> On 18.06.2016, at 12:57, Aaron Zauner <[email protected]> wrote:
> 
> 
>> On 18 Jun 2016, at 11:16, Maarten Van Horenbeeck <[email protected]> 
>> wrote:
>> 
>> Hi everyone,
>> 
>> I'd like to contribute some text around the use of CAA records, as this is a 
>> helpful technology to improve an organization's use of X.509 PKI. Before I 
>> do a pull request, I though I'd share my proposed text on the list for 
>> discussion.

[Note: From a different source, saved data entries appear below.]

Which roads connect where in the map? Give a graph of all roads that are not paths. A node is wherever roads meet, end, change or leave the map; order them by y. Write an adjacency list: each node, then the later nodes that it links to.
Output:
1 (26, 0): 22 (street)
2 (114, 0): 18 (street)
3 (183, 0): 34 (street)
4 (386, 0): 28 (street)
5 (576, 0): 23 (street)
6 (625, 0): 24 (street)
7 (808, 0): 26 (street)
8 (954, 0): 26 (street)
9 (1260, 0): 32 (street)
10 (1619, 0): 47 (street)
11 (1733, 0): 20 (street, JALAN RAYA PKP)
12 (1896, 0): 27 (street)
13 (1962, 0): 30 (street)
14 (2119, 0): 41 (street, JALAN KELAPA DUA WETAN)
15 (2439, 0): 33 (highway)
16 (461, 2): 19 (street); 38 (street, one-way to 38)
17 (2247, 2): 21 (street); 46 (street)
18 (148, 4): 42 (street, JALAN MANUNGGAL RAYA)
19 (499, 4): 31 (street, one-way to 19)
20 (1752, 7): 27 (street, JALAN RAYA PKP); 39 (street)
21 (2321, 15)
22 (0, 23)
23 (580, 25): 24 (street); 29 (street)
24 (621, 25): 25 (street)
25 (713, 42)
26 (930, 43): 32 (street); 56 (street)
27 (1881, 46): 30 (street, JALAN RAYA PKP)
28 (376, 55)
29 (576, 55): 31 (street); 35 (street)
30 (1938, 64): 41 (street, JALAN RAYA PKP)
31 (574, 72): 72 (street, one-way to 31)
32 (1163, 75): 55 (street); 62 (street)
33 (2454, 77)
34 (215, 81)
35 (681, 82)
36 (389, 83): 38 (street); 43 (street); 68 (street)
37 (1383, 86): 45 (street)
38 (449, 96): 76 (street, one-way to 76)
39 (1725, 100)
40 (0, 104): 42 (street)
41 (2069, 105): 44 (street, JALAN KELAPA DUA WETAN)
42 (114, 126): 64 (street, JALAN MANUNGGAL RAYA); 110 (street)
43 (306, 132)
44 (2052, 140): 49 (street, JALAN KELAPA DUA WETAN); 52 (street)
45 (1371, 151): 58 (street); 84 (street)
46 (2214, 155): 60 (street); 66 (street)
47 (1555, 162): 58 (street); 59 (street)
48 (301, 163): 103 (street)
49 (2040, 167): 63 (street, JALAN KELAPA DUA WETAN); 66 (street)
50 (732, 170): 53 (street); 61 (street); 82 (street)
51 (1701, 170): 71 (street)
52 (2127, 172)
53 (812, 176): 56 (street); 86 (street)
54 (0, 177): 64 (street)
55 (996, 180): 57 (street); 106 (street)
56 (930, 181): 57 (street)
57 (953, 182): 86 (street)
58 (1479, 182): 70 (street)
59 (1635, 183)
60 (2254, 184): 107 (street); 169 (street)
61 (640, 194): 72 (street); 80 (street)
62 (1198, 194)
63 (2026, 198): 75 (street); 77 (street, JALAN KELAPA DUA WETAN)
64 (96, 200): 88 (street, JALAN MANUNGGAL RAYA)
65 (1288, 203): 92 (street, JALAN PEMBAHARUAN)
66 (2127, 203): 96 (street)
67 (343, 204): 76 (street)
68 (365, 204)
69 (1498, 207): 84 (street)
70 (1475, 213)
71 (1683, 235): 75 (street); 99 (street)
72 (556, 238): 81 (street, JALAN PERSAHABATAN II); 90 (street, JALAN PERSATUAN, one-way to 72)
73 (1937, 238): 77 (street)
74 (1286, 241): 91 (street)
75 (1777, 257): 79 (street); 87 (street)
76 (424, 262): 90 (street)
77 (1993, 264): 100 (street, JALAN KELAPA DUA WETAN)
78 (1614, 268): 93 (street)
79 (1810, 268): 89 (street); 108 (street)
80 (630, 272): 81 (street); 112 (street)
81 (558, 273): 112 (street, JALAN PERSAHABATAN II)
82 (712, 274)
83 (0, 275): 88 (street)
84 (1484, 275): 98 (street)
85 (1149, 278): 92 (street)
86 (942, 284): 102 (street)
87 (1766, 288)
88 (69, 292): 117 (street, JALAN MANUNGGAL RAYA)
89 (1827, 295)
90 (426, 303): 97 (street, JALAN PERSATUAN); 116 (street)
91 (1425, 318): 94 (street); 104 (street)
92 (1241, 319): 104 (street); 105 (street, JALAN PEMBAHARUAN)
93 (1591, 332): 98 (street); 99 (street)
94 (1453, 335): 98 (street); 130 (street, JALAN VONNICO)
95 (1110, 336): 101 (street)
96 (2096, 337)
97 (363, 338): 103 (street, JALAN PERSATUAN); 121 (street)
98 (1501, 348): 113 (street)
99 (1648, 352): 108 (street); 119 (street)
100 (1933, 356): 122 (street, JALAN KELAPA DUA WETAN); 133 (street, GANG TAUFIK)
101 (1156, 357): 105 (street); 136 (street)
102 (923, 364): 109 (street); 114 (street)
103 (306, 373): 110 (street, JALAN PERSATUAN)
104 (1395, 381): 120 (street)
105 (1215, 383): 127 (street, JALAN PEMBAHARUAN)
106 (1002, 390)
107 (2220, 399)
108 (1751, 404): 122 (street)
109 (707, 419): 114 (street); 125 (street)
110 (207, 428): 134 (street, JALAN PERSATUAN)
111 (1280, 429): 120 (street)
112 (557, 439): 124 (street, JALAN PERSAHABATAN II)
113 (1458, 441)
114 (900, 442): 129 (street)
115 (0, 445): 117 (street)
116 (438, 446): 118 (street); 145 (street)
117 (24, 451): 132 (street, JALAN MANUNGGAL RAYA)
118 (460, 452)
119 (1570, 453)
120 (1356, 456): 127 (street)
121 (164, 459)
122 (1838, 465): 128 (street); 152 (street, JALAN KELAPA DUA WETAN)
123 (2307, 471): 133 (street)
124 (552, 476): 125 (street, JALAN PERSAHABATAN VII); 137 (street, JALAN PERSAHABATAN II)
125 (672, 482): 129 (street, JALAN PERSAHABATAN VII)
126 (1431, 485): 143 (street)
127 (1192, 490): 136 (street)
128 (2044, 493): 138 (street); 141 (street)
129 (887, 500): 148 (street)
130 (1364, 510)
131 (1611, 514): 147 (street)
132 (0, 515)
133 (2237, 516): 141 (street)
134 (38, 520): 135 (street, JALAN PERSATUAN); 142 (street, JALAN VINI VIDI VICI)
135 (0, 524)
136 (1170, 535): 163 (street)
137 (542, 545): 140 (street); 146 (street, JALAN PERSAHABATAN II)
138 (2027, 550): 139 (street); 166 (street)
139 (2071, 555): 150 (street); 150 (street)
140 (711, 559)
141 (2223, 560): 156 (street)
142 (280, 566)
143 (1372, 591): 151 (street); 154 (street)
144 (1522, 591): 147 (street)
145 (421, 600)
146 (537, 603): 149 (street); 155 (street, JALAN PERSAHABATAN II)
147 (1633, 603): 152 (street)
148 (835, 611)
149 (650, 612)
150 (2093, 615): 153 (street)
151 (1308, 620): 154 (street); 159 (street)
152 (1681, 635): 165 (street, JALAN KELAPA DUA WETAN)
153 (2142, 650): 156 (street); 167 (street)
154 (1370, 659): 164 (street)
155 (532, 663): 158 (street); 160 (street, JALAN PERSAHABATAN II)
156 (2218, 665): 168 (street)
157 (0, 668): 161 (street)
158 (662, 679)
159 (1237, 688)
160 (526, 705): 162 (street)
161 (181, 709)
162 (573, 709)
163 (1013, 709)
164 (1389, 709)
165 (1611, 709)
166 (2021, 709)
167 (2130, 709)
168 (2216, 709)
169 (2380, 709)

Let me know if you have any edits or change requests, or if you 
>> feel this is out of scope of the document.
>> 
>> Thanks!
>> Maarten
>> 
>> 
>> Proposed contribution:
> 
> Excellent contribution.
> 
+1 
Thank you very much Maarten. 


> 
>> 
>> 
>> Certificate Authority Authorization Records (CAA)
>> 
>> 
>> RFC 6844 describes Certification Authorization Records, a mechanism for 
>> domain name owners to signal which Certificate Authorities are authorized to 
>> issue certificates for their domain.
>> 
>> 
>> When a CAA record is defined for a particular domain, it specifies that the 
>> domain owner requests Certificate Authorities to validate any request 
>> against the CAA record. If the certificate issuer is not listed in the CAA 
>> record, it should not issue the certificate.
>> 
>> 
>> The RFC also permits Certificate Evaluators to test an issued certificate 
>> against the CAA record, but should exercise caution, as the CAA record may 
>> change during the lifetime of a certificate, without affecting its validity.
>> 
>> 
>> CAA also supports an iodef property type which can be requested by a 
>> Certificate Authority to report certificate issue requests which are 
>> inconsistent with the issuer’s Certificate Policy.
>> 
>> 
>> Configuration
>> 
>> 
>> BIND supports CAA records as of version 9.9.6.
>> 
>> 
>> A CAA record can be configured by adding it to the zone file:
>> 
>> 
>> $ORIGIN example.com
>> 
>>       CAA 0 issue "ca1.org"
>>       CAA 0 iodef “mailto:[email protected]
>> 
>> 
>> If your organization uses multiple CA’s, you can configure multiple records:
>> 
>> 
>>      CAA 0 issue "ca1.org"
>> 
>>      CAA 0 issue "ca2.org"
>> 
>> 
>> “ca1.org” and “ca2.org” are unique identifiers for the CA you plan on using. 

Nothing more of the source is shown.